Douglas Stewart
Douglas Stewart is regarded as a major contributor to the development of the literature of Australia and New Zealand. Highly versatile and prolific, he wrote poetry, plays, short stories, biographies, criticism, and memoirs. Stewart is best known for his nature poems, which often emphasize the fragility of human life in the context of the Australian landscape. Frequently cited as his most significant work, Sun Orchids and Other Poems (1952) contains meditative poems focusing on specific aspects of the natural.
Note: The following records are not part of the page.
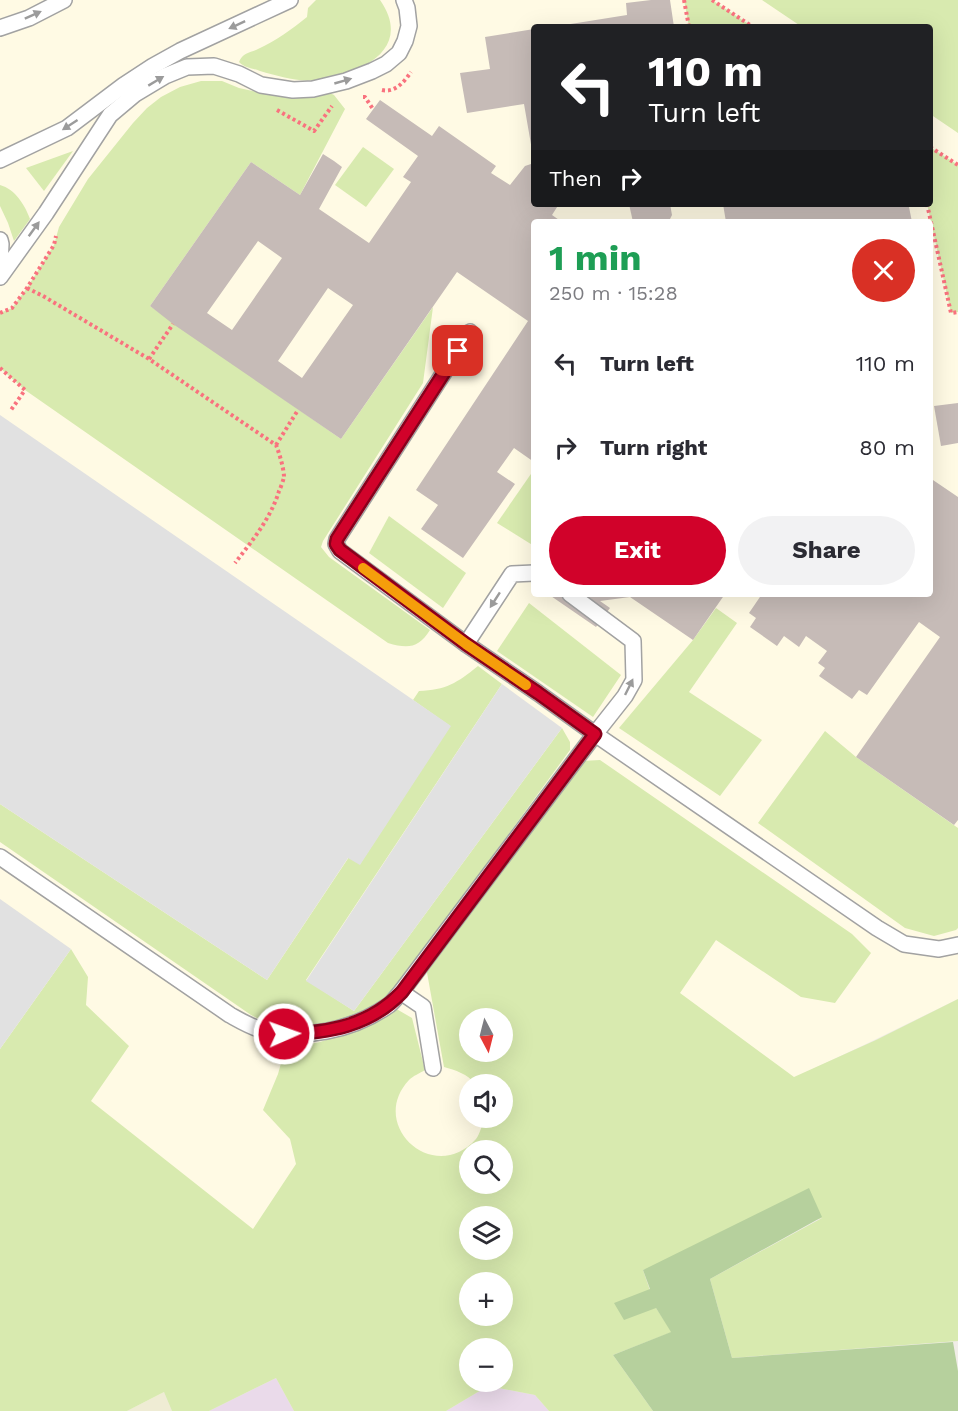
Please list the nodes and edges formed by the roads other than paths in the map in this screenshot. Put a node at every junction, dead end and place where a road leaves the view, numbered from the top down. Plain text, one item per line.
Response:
1 (64, 0) edge
2 (290, 0) edge
3 (404, 0) edge
4 (413, 0) edge
5 (409, 26) junction
6 (0, 28) edge
7 (0, 160) edge
8 (0, 240) edge
9 (0, 265) edge
10 (0, 277) edge
11 (470, 332) dead end
12 (531, 573) edge
13 (574, 597) edge
14 (466, 644) junction
15 (595, 734) junction
16 (0, 857) edge
17 (958, 945) edge
18 (402, 992) junction
19 (434, 1068) dead end

6 -> 1 lane
2 -> 7 lane
3 - 5 lane
4 - 5 lane
10 -> 5 lane
8 - 9 lane
11 - 14 lane
12 -> 14 lane
15 -> 13 lane
14 - 15 lane
15 - 17 lane
15 - 18 lane
16 - 18 lane
18 - 19 lane

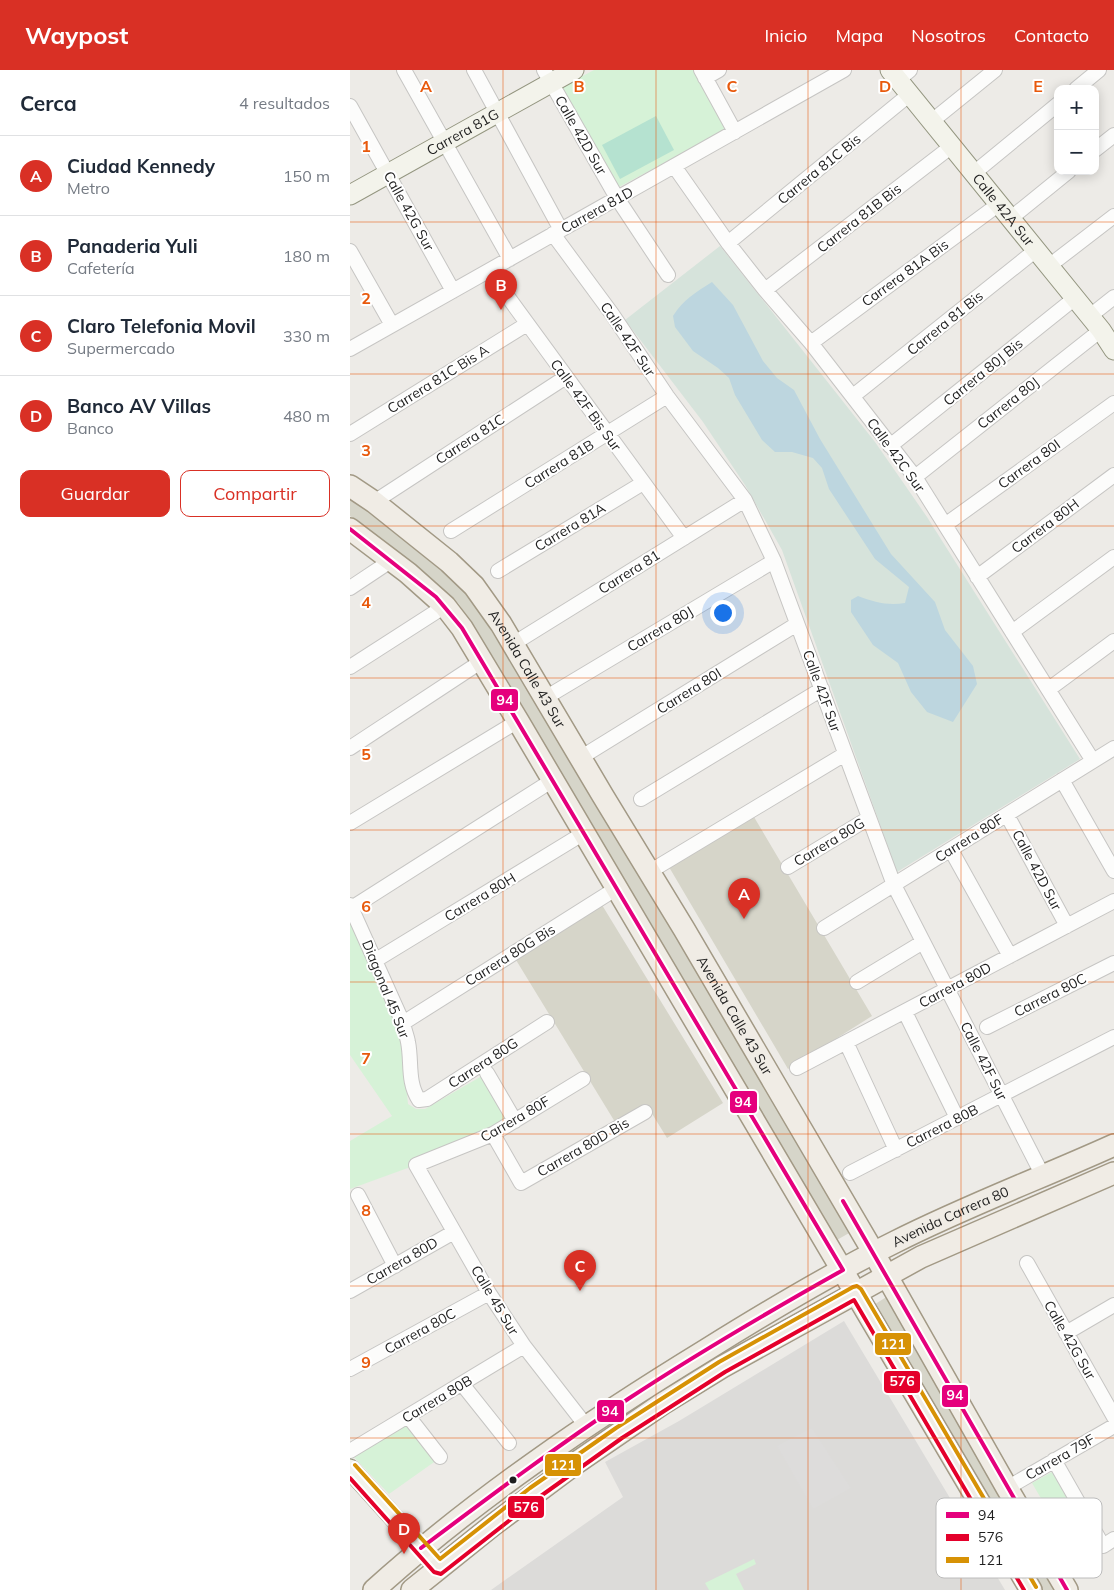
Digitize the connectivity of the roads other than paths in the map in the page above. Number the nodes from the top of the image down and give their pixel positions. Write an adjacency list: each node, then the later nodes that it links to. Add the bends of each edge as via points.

Stewart was born in 1913 in Eltham, New Zealand. Stewart spent the duration of his childhood in New Zealand, which he described as happily bucolic in his memoir Springtime in Taranaki (1983). He was educated at a private school starting at the age of four; at age eight, he attended Eltham Public School, where he first became interested in pursuing a writing career. Four years later he was awarded a scholarship and enrolled at New Plymouth Boys' School, which he disliked. During this time he published poems in his school newspaper and in the children's section of the Taranaki Daily News. While his submissions to the Bulletin were consistently rejected, a sister publication—the Australian Women's Mirror—printed some of his poems.
In 1931, Stewart began studying law at Victoria University College in Wellington, but he failed his exams and abandoned legal studies in order to concentrate on a career in journalism. Over the next few years, he worked as a reporter for several newspapers and published poems in the Bulletin, which offered him a position as a writer of light verse in 1933. Upon arriving in Sydney to take the job, however, Stewart was not hired. He remained in Australia to pursue his journalistic endeavors, but returned to New Zealand the following year. In 1936, he self-published his first poetry collection, Green Lions. In 1938, he traveled to England and made the acquaintance of several prominent authors, including Edmund Blunden, Richard Church, and John Cowper Powys. Church was instrumental in the publication of Stewart's second book, The White Cry (1939).
Later that year Stewart relocated permanently to Sydney and became an assistant to Cecil Mann, the editor of the literary section of the Bulletin. Stewart took over for Mann in 1940 and remained in the position for the next two decades, gaining a reputation as a leading Australian literary editor while also publishing poetry, plays, fiction, and criticism. In 1941, he edited the first of many anthologies for Angus and Robertson. That same year, he also achieved his first popular success when the Australian Broadcasting Corporation aired his verse radio play The Fire on the Snow, which had been serialized in the Bulletin in 1939. In 1946, he married the artist Margaret Coen, with whom he had a daughter.
Despite the success of his literary works, many commentators have identified Stewart's editorial work as his greatest literary legacy. Through his involvement with the Sydney-based journal the Bulletin, the publisher Angus and Robertson, and various poetry anthologies, Stewart played an important role in defining the parameters of twentieth-century Australian literature and fostering the careers of several Australian authors. By the end of his life, Stewart had established himself as one of the elder statesmen of Australian letters. His nonpartisan nationalism, editorship of a conservative journal, and adamant opposition to the aesthetic tenets of literary modernism have led many critics to characterize him as old-fashioned or reactionary. Others have argued that he was a formally adventurous and often experimental writer for the period during which he was active. Though scholars continue to study Stewart's work, it has not received the level of attention commensurate with the eminence he once enjoyed within Australian literature.
In 1960, the year Stewart left the Bulletin to take a position as literary adviser at Angus and Robertson, he received an Order of the British Empire in recognition of his contributions to Australian literature. By this time, his output had slowed considerably, though he continued to edit anthologies and to participate in Australian literary life. He retired in 1971, devoting the final part of his career to writing nonfiction, including biographies, literary criticism, and memoirs. In 1979, he was awarded an Order of Australia. He died in Sydney in 1985.